EXERCISE DETAILS: Of the entries below, restate word for word only the section that runs from the line with "thumb mcp: (639, 735)" to the line with "index dip: (760, 277)", counting both ends.

SOURCE INFORMATION:
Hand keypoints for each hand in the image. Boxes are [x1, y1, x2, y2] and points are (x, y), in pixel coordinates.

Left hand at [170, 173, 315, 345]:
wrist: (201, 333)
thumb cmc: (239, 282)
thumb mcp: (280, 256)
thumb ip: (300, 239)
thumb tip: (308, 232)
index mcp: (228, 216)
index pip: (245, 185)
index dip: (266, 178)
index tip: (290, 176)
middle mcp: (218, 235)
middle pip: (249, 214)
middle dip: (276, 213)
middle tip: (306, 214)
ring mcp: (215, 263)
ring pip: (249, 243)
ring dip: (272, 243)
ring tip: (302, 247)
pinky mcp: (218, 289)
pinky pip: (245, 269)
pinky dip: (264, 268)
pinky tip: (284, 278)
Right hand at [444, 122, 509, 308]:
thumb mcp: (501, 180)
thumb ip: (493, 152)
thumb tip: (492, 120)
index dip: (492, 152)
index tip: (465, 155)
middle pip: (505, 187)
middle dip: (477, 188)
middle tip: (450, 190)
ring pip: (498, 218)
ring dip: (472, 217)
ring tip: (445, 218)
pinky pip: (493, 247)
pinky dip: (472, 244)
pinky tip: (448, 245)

...

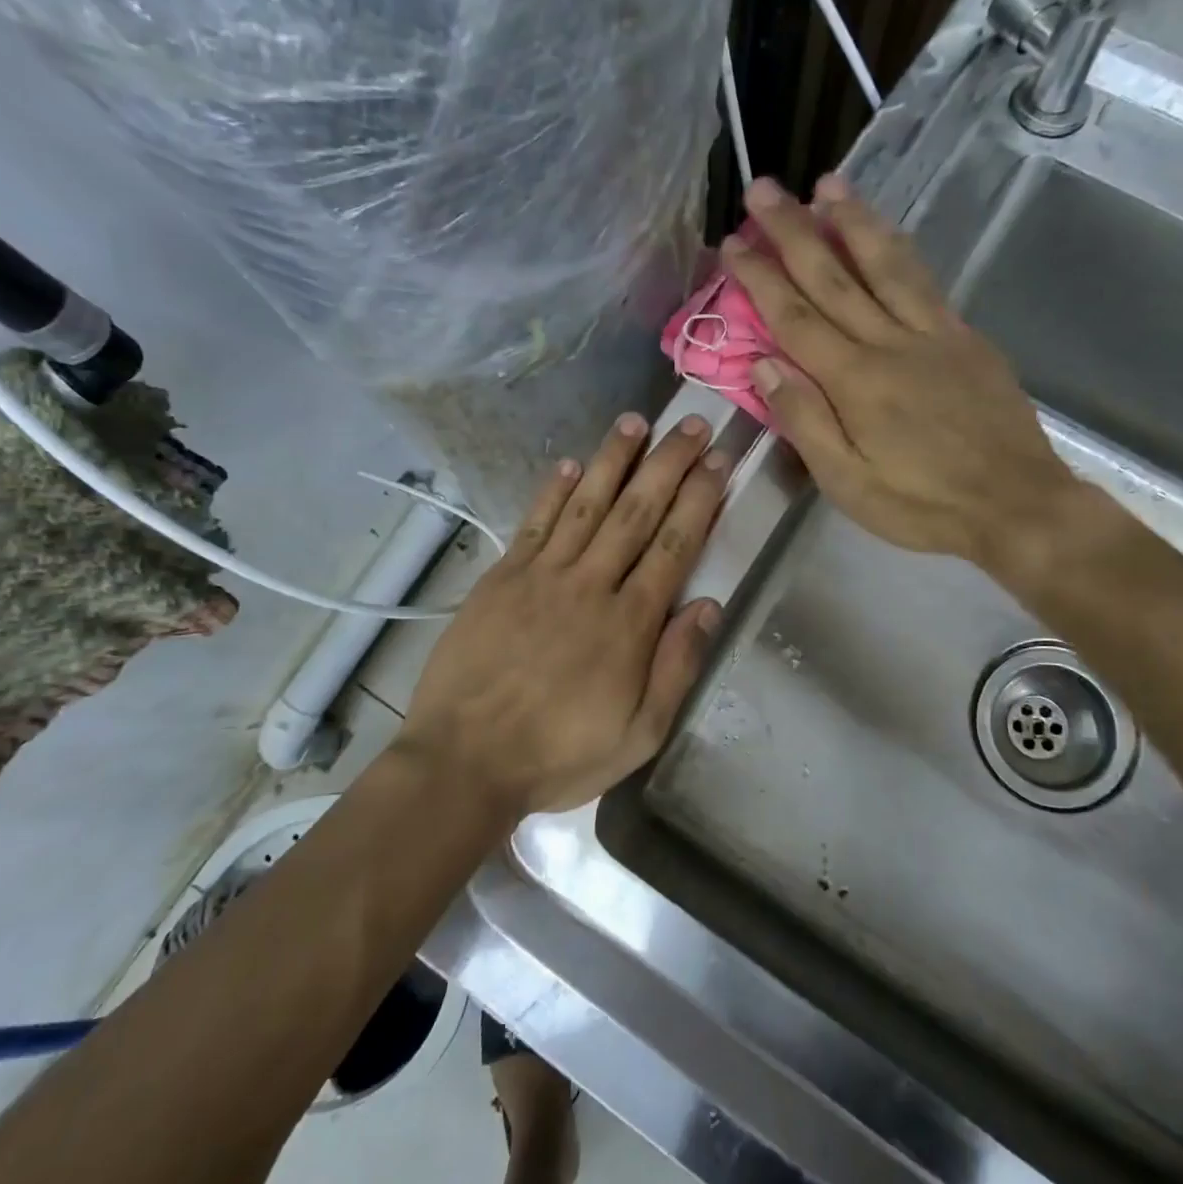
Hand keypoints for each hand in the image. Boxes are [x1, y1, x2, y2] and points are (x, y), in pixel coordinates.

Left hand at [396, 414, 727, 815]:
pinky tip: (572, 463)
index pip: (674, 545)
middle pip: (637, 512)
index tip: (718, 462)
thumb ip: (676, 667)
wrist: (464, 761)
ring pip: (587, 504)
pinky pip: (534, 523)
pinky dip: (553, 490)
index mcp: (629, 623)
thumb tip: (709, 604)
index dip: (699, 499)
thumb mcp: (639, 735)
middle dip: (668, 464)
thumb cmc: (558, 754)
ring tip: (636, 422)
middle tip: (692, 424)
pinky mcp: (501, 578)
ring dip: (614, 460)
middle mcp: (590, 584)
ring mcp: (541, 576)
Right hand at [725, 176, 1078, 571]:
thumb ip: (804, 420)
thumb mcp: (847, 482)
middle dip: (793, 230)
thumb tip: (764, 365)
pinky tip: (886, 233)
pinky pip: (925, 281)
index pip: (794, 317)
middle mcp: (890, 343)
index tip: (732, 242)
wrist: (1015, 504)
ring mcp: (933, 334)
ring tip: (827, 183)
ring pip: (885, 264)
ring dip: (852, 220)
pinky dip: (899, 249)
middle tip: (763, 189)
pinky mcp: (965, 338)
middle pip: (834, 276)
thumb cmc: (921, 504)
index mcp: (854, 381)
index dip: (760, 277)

ANSWER SPACE:
thumb mcp: (639, 735)
middle dip: (668, 464)
thumb cmc: (558, 754)
ring tip: (636, 422)
middle tip: (692, 424)
pinky mcp: (501, 578)
ring dip: (614, 460)
middle mcp: (590, 584)
ring mcp: (541, 576)
Right hand at [725, 176, 1078, 571]:
thumb ip: (804, 420)
thumb mcp: (847, 482)
middle dip: (793, 230)
thumb tip: (764, 365)
pinky tip: (886, 233)
pinky pip: (925, 281)
index pip: (794, 317)
middle mcp: (890, 343)
index tip: (732, 242)
wrist: (1015, 504)
ring mcp: (933, 334)
ring tip: (827, 183)
ring pip: (885, 264)
ring dip: (852, 220)
pinky dip: (899, 249)
middle tip: (763, 189)
pinky mcp: (965, 338)
middle pip: (834, 276)
thumb cmc: (921, 504)
index mcp: (854, 381)
index dip: (760, 277)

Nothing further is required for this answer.